Sept ans après les grandes promesses du « miracle minier », le Burundi attend toujours les retombées économiques de ses richesses enfouies. Ce qui devait être un tremplin vers la prospérité nationale s’est transformé, selon l’économiste burundais André Nikwigize, en « une vache à lait pour les dirigeants du système, et, probablement, une malédiction pour les populations ».
Le 21 juillet 2017, l’ancien président Pierre Nkurunziza inaugurait en grande pompe, dans la commune de Mutambu, la première mine de terres rares exploitée en Afrique par la société mixte Rainbow Burundi Mining (RBM).
Le projet devait marquer un tournant historique. Le chef de l’État promettait alors aux habitants de la province de Bujumbura-Rural routes asphaltées, eau potable, électricité et emplois.

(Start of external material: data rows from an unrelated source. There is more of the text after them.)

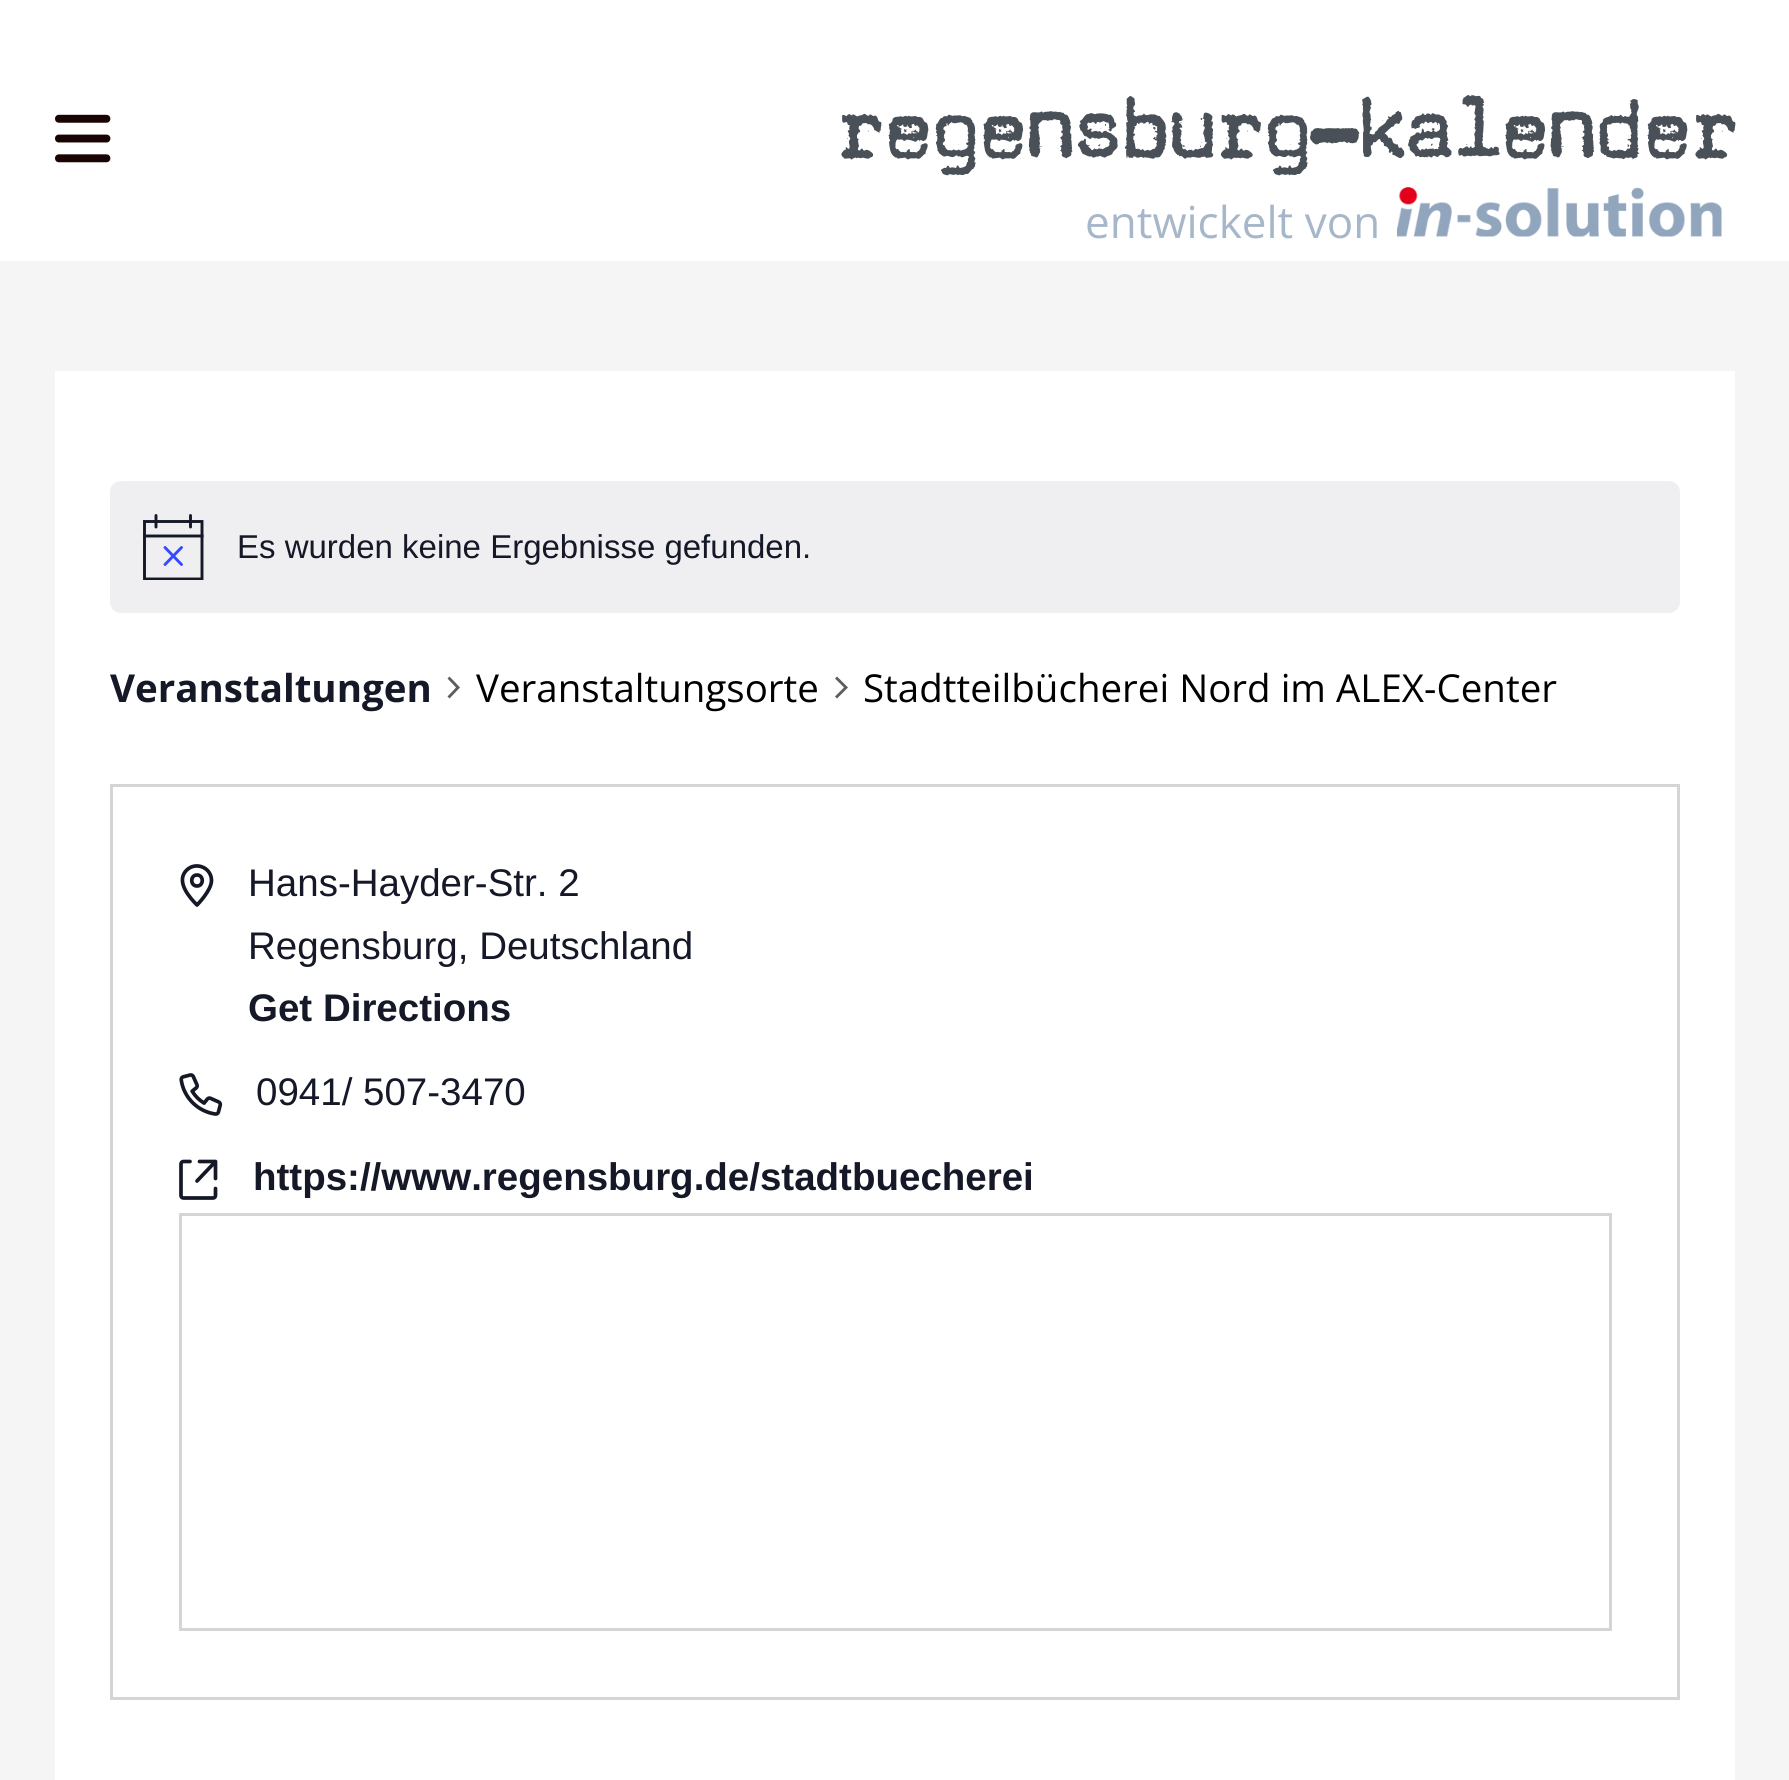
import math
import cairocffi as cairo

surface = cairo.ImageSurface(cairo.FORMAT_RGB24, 1789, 1780)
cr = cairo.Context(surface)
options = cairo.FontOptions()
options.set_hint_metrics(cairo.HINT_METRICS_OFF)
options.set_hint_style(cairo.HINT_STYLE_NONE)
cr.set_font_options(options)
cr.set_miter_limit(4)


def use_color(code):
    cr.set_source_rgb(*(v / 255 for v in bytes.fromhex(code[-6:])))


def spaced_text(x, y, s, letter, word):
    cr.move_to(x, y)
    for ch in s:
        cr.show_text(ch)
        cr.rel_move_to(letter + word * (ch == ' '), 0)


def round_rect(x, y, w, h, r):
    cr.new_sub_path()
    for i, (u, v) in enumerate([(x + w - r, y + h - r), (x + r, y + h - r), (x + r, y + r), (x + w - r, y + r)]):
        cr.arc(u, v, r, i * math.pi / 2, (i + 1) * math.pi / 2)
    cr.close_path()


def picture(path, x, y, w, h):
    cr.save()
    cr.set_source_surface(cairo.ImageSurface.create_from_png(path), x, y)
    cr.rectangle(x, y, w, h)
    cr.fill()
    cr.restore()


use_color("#f5f5f5")
cr.paint()
use_color("#ffffff")
cr.rectangle(0, 0, 1789, 261)
cr.fill()
picture("img1.png", 55, 114, 56, 49)
cr.select_font_face("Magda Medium")
cr.set_font_size(96.25)
use_color("#495057")
spaced_text(834, 157, "regensburg kalender", -5.5, 0)
spaced_text(1308, 171, "–", -5.5, 0)
cr.select_font_face("Open Sans")
cr.set_font_size(44)
use_color("#a7b7ca")
cr.move_to(1085, 238)
cr.show_text("entwickelt von")
picture("img2.png", 1397, 187, 325, 50)
use_color("#ffffff")
cr.rectangle(55, 371, 1680, 1409)
cr.fill()
use_color("#efeff1")
round_rect(110, 481, 1570, 132, 11)
cr.fill()
cr.save()
cr.rectangle(143, 514, 61, 66)
cr.clip()
cr.new_path()
cr.move_to(144.5, 521.5)
cr.line_to(202, 521.5)
cr.line_to(202, 579)
cr.line_to(144.5, 579)
cr.close_path()
use_color("#141827")
cr.set_line_width(2.9)
cr.stroke()
cr.restore()
cr.new_path()
cr.move_to(165, 547.5)
cr.line_to(181.5, 564.5)
cr.move_to(181.5, 547.5)
cr.line_to(165, 564.5)
use_color("#334aff")
cr.set_line_width(2.9)
cr.set_line_cap(cairo.LINE_CAP_ROUND)
cr.stroke()
cr.new_path()
cr.move_to(156, 515.5)
cr.line_to(156, 527)
cr.move_to(190.5, 515.5)
cr.line_to(190.5, 527)
use_color("#141827")
cr.stroke()
cr.new_path()
cr.move_to(144.5, 536)
cr.line_to(202, 536)
cr.set_line_cap(cairo.LINE_CAP_SQUARE)
cr.stroke()
cr.select_font_face("Liberation Sans")
cr.set_font_size(33)
cr.move_to(237, 558)
cr.show_text("Es wurden keine Ergebnisse gefunden.")
cr.select_font_face("Open Sans", cairo.FONT_SLANT_NORMAL, cairo.FONT_WEIGHT_BOLD)
cr.set_font_size(38.5)
cr.move_to(110, 702)
cr.show_text("Veranstaltungen")
use_color("#5d5d5d")
cr.new_path()
cr.move_to(447.5, 678.5)
cr.line_to(449.5, 676.5)
cr.line_to(460, 687.5)
cr.line_to(449.5, 698.5)
cr.line_to(447.5, 696.5)
cr.line_to(456, 687.5)
cr.close_path()
cr.fill()
cr.select_font_face("Open Sans")
use_color("#000000")
cr.move_to(476, 702)
cr.show_text("Veranstaltungsorte")
use_color("#5d5d5d")
cr.new_path()
cr.move_to(835, 678.5)
cr.line_to(837, 676.5)
cr.line_to(848, 687.5)
cr.line_to(837, 698.5)
cr.line_to(835, 696.5)
cr.line_to(844, 687.5)
cr.close_path()
cr.fill()
use_color("#000000")
cr.move_to(863, 702)
cr.show_text("Stadtteilbücherei Nord im ALEX-Center")
cr.rectangle(111.5, 785.5, 1567, 913)
use_color("#d5d5d5")
cr.set_line_width(3)
cr.set_line_cap(cairo.LINE_CAP_BUTT)
cr.stroke()
cr.new_path()
cr.move_to(211.5, 880.5)
cr.curve_to(211.5, 890.5, 197, 905, 197, 905)
cr.curve_to(189.5, 897.5, 177, 883, 185, 872)
cr.curve_to(193.5, 860.5, 211.5, 866.5, 211.5, 880.5)
cr.close_path()
cr.move_to(197, 886)
cr.curve_to(204, 886, 204, 875, 197, 875)
cr.curve_to(190, 875, 190, 886, 197, 886)
cr.close_path()
use_color("#141827")
cr.set_line_width(3.7)
cr.set_line_cap(cairo.LINE_CAP_ROUND)
cr.set_line_join(cairo.LINE_JOIN_ROUND)
cr.stroke()
cr.select_font_face("Liberation Sans")
cr.move_to(248, 896)
cr.show_text("Hans-Hayder-Str. 2")
cr.move_to(248, 959)
cr.show_text("Regensburg, Deutschland")
cr.select_font_face("Liberation Sans", cairo.FONT_SLANT_NORMAL, cairo.FONT_WEIGHT_BOLD)
cr.move_to(248, 1021)
cr.show_text("Get Directions")
picture("img3.png", 179, 1073, 44, 43)
cr.select_font_face("Liberation Sans")
cr.move_to(256, 1105)
cr.show_text("0941/ 507-3470")
cr.new_path()
cr.move_to(215.5, 1161.5)
cr.line_to(197, 1181)
cr.move_to(199.5, 1161.5)
cr.line_to(215.5, 1161.5)
cr.line_to(215.5, 1178.5)
cr.move_to(190, 1161.5)
cr.line_to(183.5, 1161.5)
cr.curve_to(182, 1161.5, 181, 1162.5, 181, 1164)
cr.line_to(181, 1195.5)
cr.curve_to(181, 1197, 182, 1198, 183.5, 1198)
cr.line_to(213, 1198)
cr.curve_to(214.5, 1198, 215.5, 1197, 215.5, 1195.5)
cr.line_to(215.5, 1188.5)
cr.stroke()
cr.select_font_face("Liberation Sans", cairo.FONT_SLANT_NORMAL, cairo.FONT_WEIGHT_BOLD)
cr.move_to(253, 1190)
cr.show_text("https://www.regensburg.de/stadtbuecherei")
cr.rectangle(180.5, 1214.5, 1430, 415)
use_color("#d5d5d5")
cr.set_line_width(3)
cr.set_line_cap(cairo.LINE_CAP_BUTT)
cr.set_line_join(cairo.LINE_JOIN_MITER)
cr.stroke()
surface.write_to_png("result.png")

« Le Burundi voulait faire du secteur minier un tremplin de développement », rappelle André Nikwigize. « Ces terres rares, parmi les plus importantes au monde, devaient permettre un développement extraordinaire du pays. »
Les prévisions tablaient sur une production annuelle de 5.000 tonnes à partir de 2018.
Mais, sept ans plus tard, le constat est amer. Le Trésor public n’a « toujours rien encaissé » des recettes issues de ces terres rares. À Mutambu, aucune route n’a été asphaltée, aucun réseau électrique étendu, et l’eau potable reste un rêve lointain. Pire encore, les populations locales dénoncent des « pertes, notamment des destructions de champs et de maisons, sans aucune indemnisation ».
Selon Nikwigize, « durant deux ans, la société RBM aurait fait croire au gouvernement qu’elle n’avait vendu que 2.000 tonnes par an, au prix de 2 dollars le kilo. C’est choquant ! »
Suspensions, espoirs et opacité
À son arrivée au pouvoir en juin 2020, le président Évariste Ndayishimiye avait promis de « nettoyer » le secteur. Il ordonna la suspension de toutes les activités d’extraction minière, en attendant la renégociation des contrats. Mais, note Nikwigize, « depuis cette annonce, aucun signe n’est venu prouver une véritable reprise transparente ».
Pendant ce temps, l’exploitation de l’or, du coltan et de la cassitérite s’est poursuivie dans l’ombre, « par des opérateurs souvent anonymes, avec des recettes d’exportation non déclarées à la Banque Centrale ».
Pour l’économiste, le silence des autorités s’apparente à une forme de complicité : « Les autorités nationales sont restées silencieuses, ou complices, sur ces cas de fuite de capitaux. »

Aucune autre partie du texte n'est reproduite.